The transformation of Saldanha and Vredenburg from quiet coastal towns to contested gang territories reflects broader patterns in South Africa’s evolving organised crime landscape. “As major urban centres and primary ports face increased enforcement pressure, criminal networks adapt by exploiting secondary locations with weaker security infrastructure and less institutional capacity.”

The Report states that the Weskus’s natural advantages, like its deep-water harbour, proximity to international shipping lanes, and access to inland routes, have made it a logical choice for traffickers seeking alternative entry points.

But the human cost of this strategic calculation is borne by local communities. Residents of Diazville, Louwville, Witteklip, Hopland, Paternoster, George Kerridge, and Ongegund now live with the daily threat of gang violence, the presence of drug safe houses, and the erosion of social cohesion that accompanies organised crime.

Children witness shootings, families lose breadwinners to murder or incarceration, and neighbourhoods become divided by invisible borders of gang territory. Communities live in fear, with many residents reluctant to report crimes or testify against gang members for fear of retaliation.

The killing of Garth Williams in May 2023 set in motion a chain of events that continues to reverberate across the Weskus.
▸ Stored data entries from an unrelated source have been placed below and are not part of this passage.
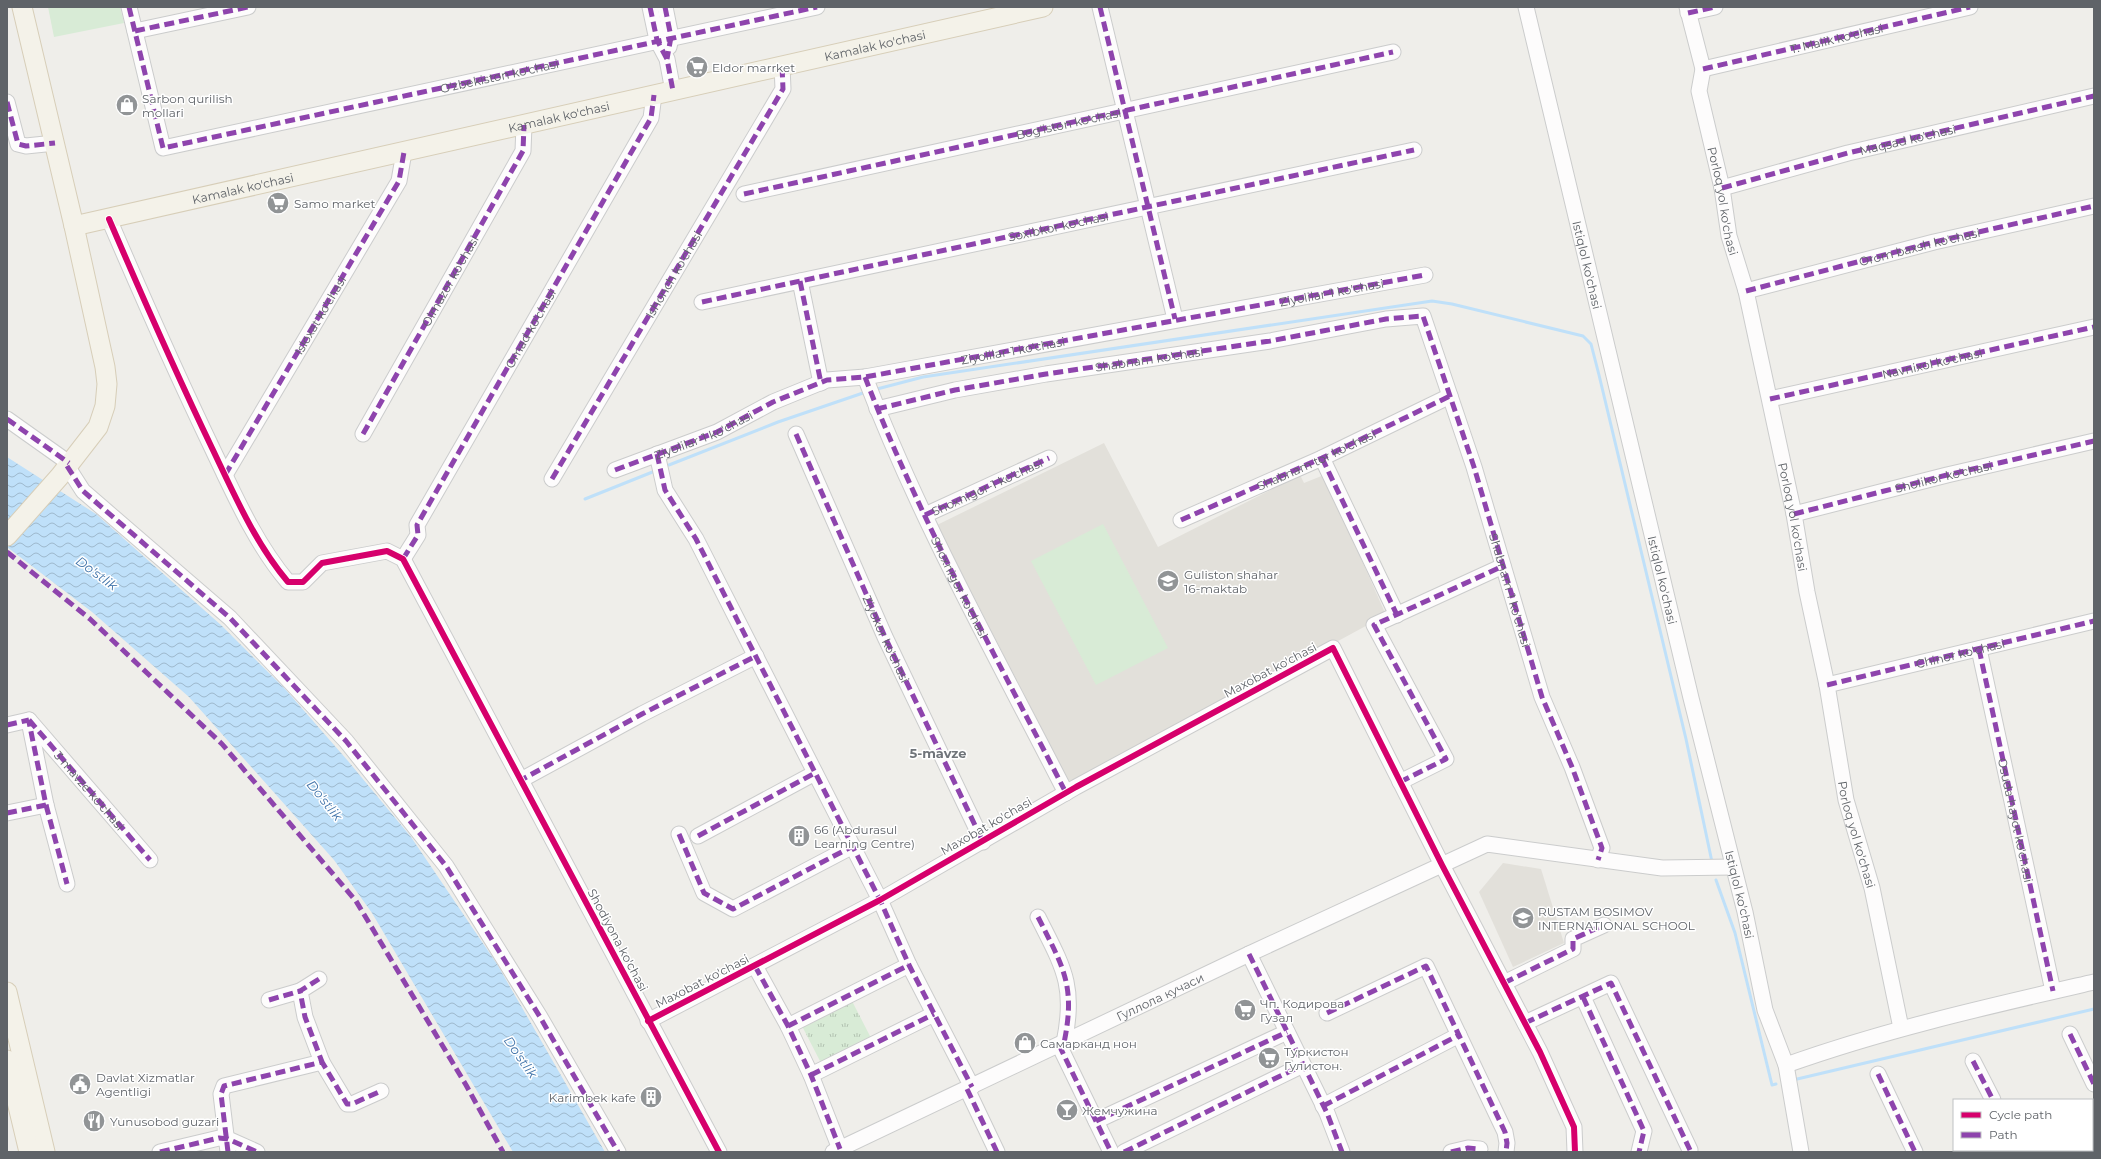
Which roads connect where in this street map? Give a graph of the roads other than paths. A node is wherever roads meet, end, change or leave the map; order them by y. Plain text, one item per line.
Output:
1 (22, 7) edge
2 (129, 7) edge
3 (248, 7) edge
4 (650, 7) edge
5 (665, 7) edge
6 (817, 7) edge
7 (1043, 7) edge
8 (1100, 7) edge
9 (1526, 7) edge
10 (1715, 7) edge
11 (1970, 7) edge
12 (1688, 10) edge
13 (135, 31) junction
14 (664, 39) junction
15 (1393, 52) dead end
16 (782, 66) junction
17 (1703, 69) junction
18 (673, 91) junction
19 (654, 95) junction
20 (2094, 96) edge
21 (7, 102) edge
22 (1125, 111) junction
23 (524, 125) junction
24 (55, 143) junction
25 (1414, 150) dead end
26 (404, 152) junction
27 (1722, 188) junction
28 (744, 194) dead end
29 (2094, 206) edge
30 (1148, 207) junction
31 (109, 219) junction
32 (74, 226) junction
33 (1425, 275) dead end
34 (800, 281) junction
35 (1746, 291) junction
36 (702, 302) dead end
37 (1423, 316) joint
38 (1175, 319) junction
39 (2094, 327) edge
40 (865, 377) junction
41 (821, 383) junction
42 (1450, 396) junction
43 (1770, 399) junction
44 (877, 409) junction
45 (7, 419) edge
46 (363, 434) dead end
47 (796, 434) dead end
48 (2094, 442) edge
49 (657, 454) junction
50 (1049, 458) dead end
51 (1322, 458) junction
52 (65, 468) junction
53 (615, 470) dead end
54 (225, 475) junction
55 (552, 479) dead end
56 (1794, 514) junction
57 (925, 515) junction
58 (1181, 520) dead end
59 (7, 536) edge
60 (404, 559) junction
61 (1503, 566) junction
62 (1397, 616) junction
63 (2094, 621) edge
64 (1979, 649) junction
65 (756, 656) junction
66 (1827, 686) junction
67 (29, 720) junction
68 (7, 725) edge
69 (816, 773) junction
70 (521, 780) junction
71 (1400, 782) junction
72 (1066, 793) junction
73 (46, 805) junction
74 (7, 814) edge
75 (679, 834) dead end
76 (698, 836) dead end
77 (983, 842) junction
78 (853, 846) junction
79 (150, 860) dead end
80 (1598, 860) junction
81 (1442, 865) junction
82 (1733, 867) junction
83 (67, 884) dead end
84 (880, 900) junction
85 (1038, 917) dead end
86 (1604, 925) dead end
87 (1249, 954) junction
88 (909, 965) junction
89 (755, 966) junction
90 (319, 978) dead end
91 (2094, 982) edge
92 (1504, 983) junction
93 (7, 992) edge
94 (300, 992) junction
95 (2054, 992) junction
96 (1583, 997) junction
97 (269, 1000) dead end
98 (1327, 1013) dead end
99 (934, 1014) junction
100 (648, 1021) junction
101 (1525, 1023) junction
102 (788, 1026) junction
103 (1901, 1028) junction
104 (1287, 1032) junction
105 (2070, 1034) dead end
106 (1459, 1035) junction
107 (1062, 1044) junction
108 (7, 1060) edge
109 (1973, 1061) dead end
110 (322, 1062) junction
111 (1303, 1065) junction
112 (1786, 1065) junction
113 (1878, 1074) dead end
114 (811, 1075) junction
115 (2094, 1084) edge
116 (969, 1088) junction
117 (381, 1091) dead end
118 (1992, 1099) edge
119 (1323, 1106) junction
120 (1096, 1121) junction
121 (228, 1145) edge
122 (1480, 1149) dead end
123 (837, 1150) edge
124 (1690, 1150) dead end
125 (29, 1152) edge
126 (45, 1152) edge
127 (160, 1152) edge
128 (256, 1152) edge
129 (618, 1152) edge
130 (719, 1152) edge
131 (997, 1152) edge
132 (1111, 1152) edge
133 (1124, 1152) edge
134 (1342, 1152) edge
135 (1451, 1152) edge
136 (1506, 1152) edge
137 (1575, 1152) edge
138 (1639, 1152) edge
139 (1801, 1152) edge
140 (1915, 1152) edge

1 - 24 main road
2 - 13 street
3 - 13 street
4 - 14 street
5 - 14 street
6 - 14 street, O'zbekiston ko'chasi
7 - 16 main road, Kamalak ko'chasi
8 - 22 street
9 - 82 street, Istiqlol ko'chasi
10 - 12 street
11 - 17 street, T. Malik ko'chasi
12 - 17 street, Porloq yol ko'chasi
13 - 14 street, O'zbekiston ko'chasi
14 - 18 street
15 - 22 street, Bog'iston ko'chasi
16 - 18 main road, Kamalak ko'chasi
16 - 55 street, Ishonch ko'chasi
17 - 27 street, Porloq yol ko'chasi
18 - 19 main road, Kamalak ko'chasi
19 - 23 main road, Kamalak ko'chasi
19 - 60 street, Omad ko'chasi
20 - 27 street, Maqsad ko'chasi
21 - 24 street
22 - 28 street, Bog'iston ko'chasi
22 - 30 street
23 - 26 main road, Kamalak ko'chasi
23 - 46 street, Olmazor ko'chasi
24 - 32 main road
25 - 30 street, Soxibkor ko'chasi
26 - 31 main road, Kamalak ko'chasi
26 - 54 street, Isloxat ko'chasi
27 - 35 street, Porloq yol ko'chasi
29 - 35 street, Orom baxsh ko'chasi
30 - 34 street, Soxibkor ko'chasi
30 - 38 street
31 - 32 main road, Kamalak ko'chasi
31 - 54 street
32 - 52 main road
33 - 38 street, Ziyolilar-1 ko'chasi
34 - 36 street, Soxibkor ko'chasi
34 - 41 street
35 - 43 street, Porloq yol ko'chasi
37 - 42 street, Shabnam-1 ko'chasi
37 - 44 street, Shabnam ko'chasi
38 - 40 street, Ziyolilar-1 ko'chasi
39 - 43 street, Navnixol ko'chasi
40 - 41 street, Ziyolilar-1 ko'chasi
40 - 44 street, Shoxnigor ko'chasi
41 - 49 street, Ziyolilar-1 ko'chasi
42 - 51 street, Shabnam tor ko'chasi
42 - 61 street, Shabnam-1 ko'chasi
43 - 56 street, Porloq yol ko'chasi
44 - 57 street, Shoxnigor ko'chasi
45 - 52 street
47 - 77 street, Ziyokor ko'chasi
48 - 56 street, Sholikor ko'chasi
49 - 53 street, Ziyolilar-1 ko'chasi
49 - 65 street
50 - 57 street, Shoxnigor-1 ko'chasi
51 - 58 street, Shabnam tor ko'chasi
51 - 62 street
52 - 59 main road
52 - 129 street
54 - 60 street
56 - 66 street, Porloq yol ko'chasi
57 - 72 street, Shoxnigor ko'chasi
60 - 70 street, Shodiyona ko'chasi
61 - 62 street
61 - 80 street, Shabnam-1 ko'chasi
62 - 71 street
63 - 64 street, Chinor ko'chasi
64 - 66 street, Chinor ko'chasi
64 - 95 street, Osuda hayot ko'chasi
65 - 69 street
65 - 70 street
66 - 103 street, Porloq yol ko'chasi
67 - 68 street
67 - 73 street, 3 mavze ko'chasi
67 - 79 street, 3 mavze ko'chasi
69 - 76 street
69 - 78 street
70 - 100 street, Shodiyona ko'chasi
71 - 72 street, Maxobat ko'chasi
71 - 81 street
72 - 77 street, Maxobat ko'chasi
73 - 74 street
73 - 83 street, 3 mavze ko'chasi
75 - 78 street
77 - 84 street, Maxobat ko'chasi
78 - 84 street
80 - 81 street, Гуллола кучаси
80 - 82 street
81 - 87 street, Гуллола кучаси
81 - 92 street
82 - 112 street, Istiqlol ko'chasi
84 - 88 street
84 - 89 street, Maxobat ko'chasi
85 - 107 street
86 - 92 street
87 - 104 street
87 - 107 street, Гуллола кучаси
88 - 99 street
88 - 102 street
89 - 100 street, Maxobat ko'chasi
89 - 102 street
90 - 94 street
91 - 95 street
92 - 101 street
93 - 126 main road
94 - 97 street
94 - 110 street
95 - 103 street
96 - 101 street
96 - 124 street
96 - 138 street
98 - 106 street
99 - 114 street
99 - 116 street
100 - 130 street, Shodiyona ko'chasi
101 - 137 street
102 - 114 street
103 - 112 street
104 - 111 street
104 - 120 street
105 - 115 street
106 - 119 street
106 - 136 street
107 - 116 street, Гуллола кучаси
107 - 120 street
108 - 125 main road
109 - 118 street
110 - 117 street
110 - 121 street
111 - 119 street
111 - 133 street
112 - 139 street, Istiqlol ko'chasi
113 - 140 street
114 - 123 street
116 - 123 street, Гуллола кучаси
116 - 131 street
119 - 134 street
120 - 132 street
121 - 127 street
121 - 128 street
122 - 135 street

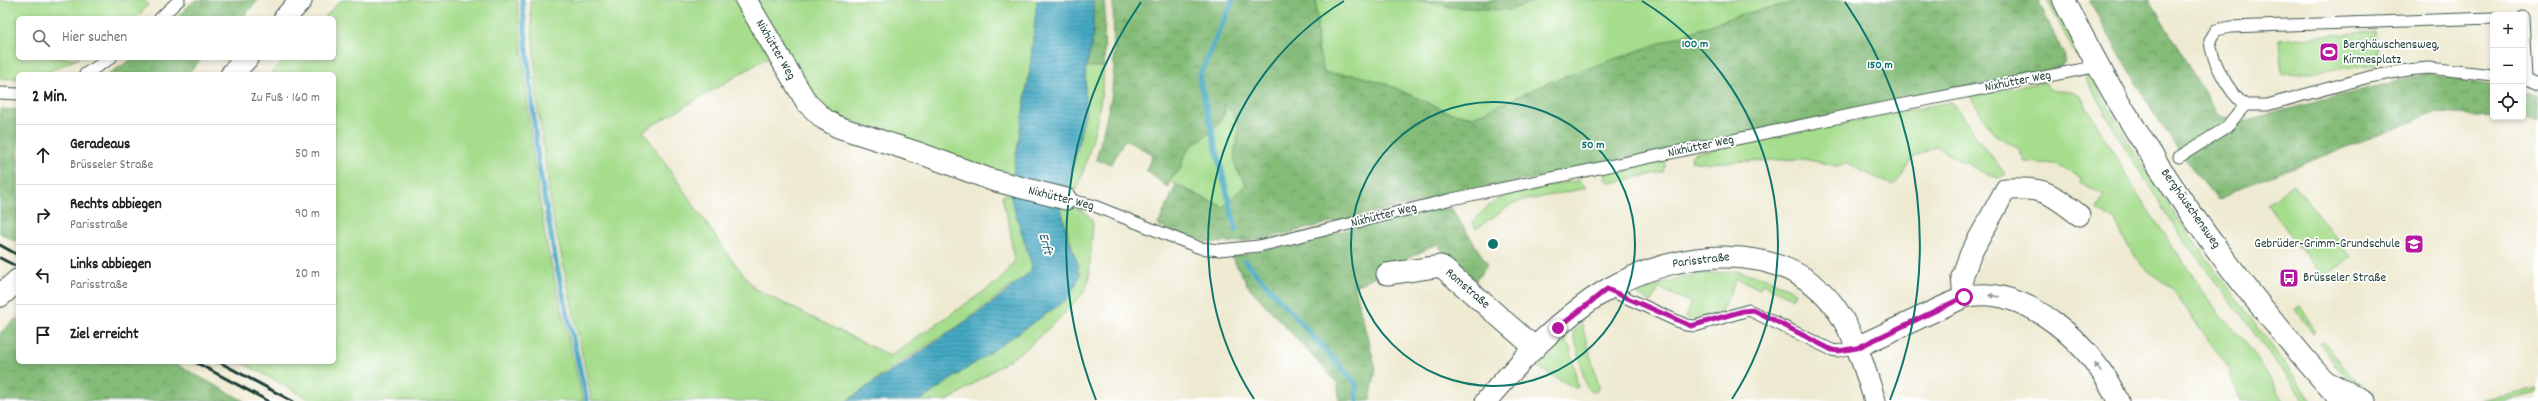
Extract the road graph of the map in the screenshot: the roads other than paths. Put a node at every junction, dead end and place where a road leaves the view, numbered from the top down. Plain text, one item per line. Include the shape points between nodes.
1 (179, 0) edge
2 (301, 0) edge
3 (746, 0) edge
4 (2064, 0) edge
5 (162, 16) edge
6 (287, 16) edge
7 (2490, 18) edge
8 (108, 60) edge
9 (245, 60) edge
10 (2099, 66) junction
11 (88, 72) edge
12 (234, 72) edge
13 (2490, 75) edge
14 (2526, 79) edge
15 (2538, 84) edge
16 (0, 93) edge
17 (16, 94) edge
18 (2245, 105) junction
19 (2179, 157) dead end
20 (1066, 199) joint
21 (2079, 215) dead end
22 (1387, 274) dead end
23 (16, 282) edge
24 (1607, 289) junction
25 (0, 296) edge
26 (1964, 297) junction
27 (1534, 348) junction
28 (1857, 348) junction
29 (2323, 380) junction
30 (1486, 401) edge
31 (1875, 401) edge
32 (2118, 401) edge
33 (2330, 401) edge
34 (2342, 401) edge
35 (2365, 401) edge

1 - 5 lane
2 - 6 main road
3 - 20 street, Nixhütter Weg via 807,103 838,127 1008,185
4 - 10 main road, Berghäuschensweg
7 - 18 lane via 2220,28 2211,36 2211,47 2233,94
8 - 11 lane
9 - 12 main road
10 - 20 lane, Nixhütter Weg via 1874,110 1452,199 1259,246 1219,250 1200,248 1092,205
10 - 29 main road, Berghäuschensweg via 2146,145 2210,239 2249,292
13 - 18 lane via 2429,68 2408,70 2369,77 2267,105
14 - 15 lane
16 - 17 lane
18 - 19 lane via 2227,127
21 - 26 street via 2050,193 2033,188 2006,189 1971,253 1962,277
22 - 27 street, Romstraße via 1441,266
23 - 25 main road
24 - 27 street, Parisstraße
24 - 28 lane via 1686,326 1695,326 1754,310 1832,350
24 - 28 street, Parisstraße via 1663,266 1727,256 1780,266 1804,278 1834,306
26 - 28 street
32 -> 26 street via 2097,365 2077,341 2053,321 2031,308 1996,296
27 - 30 street, Parisstraße
28 - 31 street, Parisstraße
29 - 33 street
29 - 34 main road, Berghäuschensweg
29 - 35 street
His nephew’s murder, nearly three years later, along with the deaths of Marco Oersen, May Hilton Links, Sebastian Engelbrecht, and numerous others, demonstrates how personal vendettas and power struggles become intertwined with the economics of drug trafficking.

“The arrest of suspects like Shannon Diedericks and Geraldo Snyders shows that authorities are making arrests, but continued violence suggests that disrupting the cycle requires more than removing individual perpetrators.”

The Report concludes with a sobering assessment that without sustained, intelligence-driven intervention and long-term investment in community resilience, the Weskus will likely experience further escalation.

The power vacuum created by Garth Williams’ death has yet to stabilise, and the ongoing fragmentation of gang structures, driven by floor-crossing and leadership disputes, creates new opportunities for violence.

Moreover, the economic incentives driving gang activity in the region remain robust. “As long as cocaine trafficking through secondary ports remains profitable and detection risks remain low, criminal networks will continue to exploit Saldanha Bay’s vulnerabilities. The May 2025 announcement of port expansion plans could either exacerbate these risks or, if accompanied by adequate security investment, create opportunities to disrupt trafficking operations before they become further entrenched.”

For residents of Saldanha, Vredenburg, and surrounding towns, the message from the March 2026 Gang Monitor is clear: their communities are on the frontlines of a criminal economy that spans continents and generates hundreds of millions of rands in illicit revenue.

The question now is whether authorities, armed with the SANDF deployment authorised through March 2027, the 62 re-enlisted detectives, and intelligence about gang structures and trafficking methods, will muster the political will, resources, and sustained commitment necessary to protect the Weskus from becoming another permanent battleground in South Africa’s long war against organised crime.

  • The March 2026 gang monitor by the Global Initiative Against Transnational Organised Crime is based on field research conducted between September 2025 and March 2026.
  • Researchers interviewed gang members, police, South African National Defence Force personnel, prosecutors, community activists, and Transnet staff, using in-person meetings, phone calls, and WhatsApp. They also worked within affected communities to track incidents and map gang territories and violence hotspots.
  • Findings were cross-checked with court records, media reports, and official data. While the quarterly reports help track changes over time, limitations include gaps between monitoring periods, difficulty verifying gang links, and fear-driven reluctance from local communities to share information.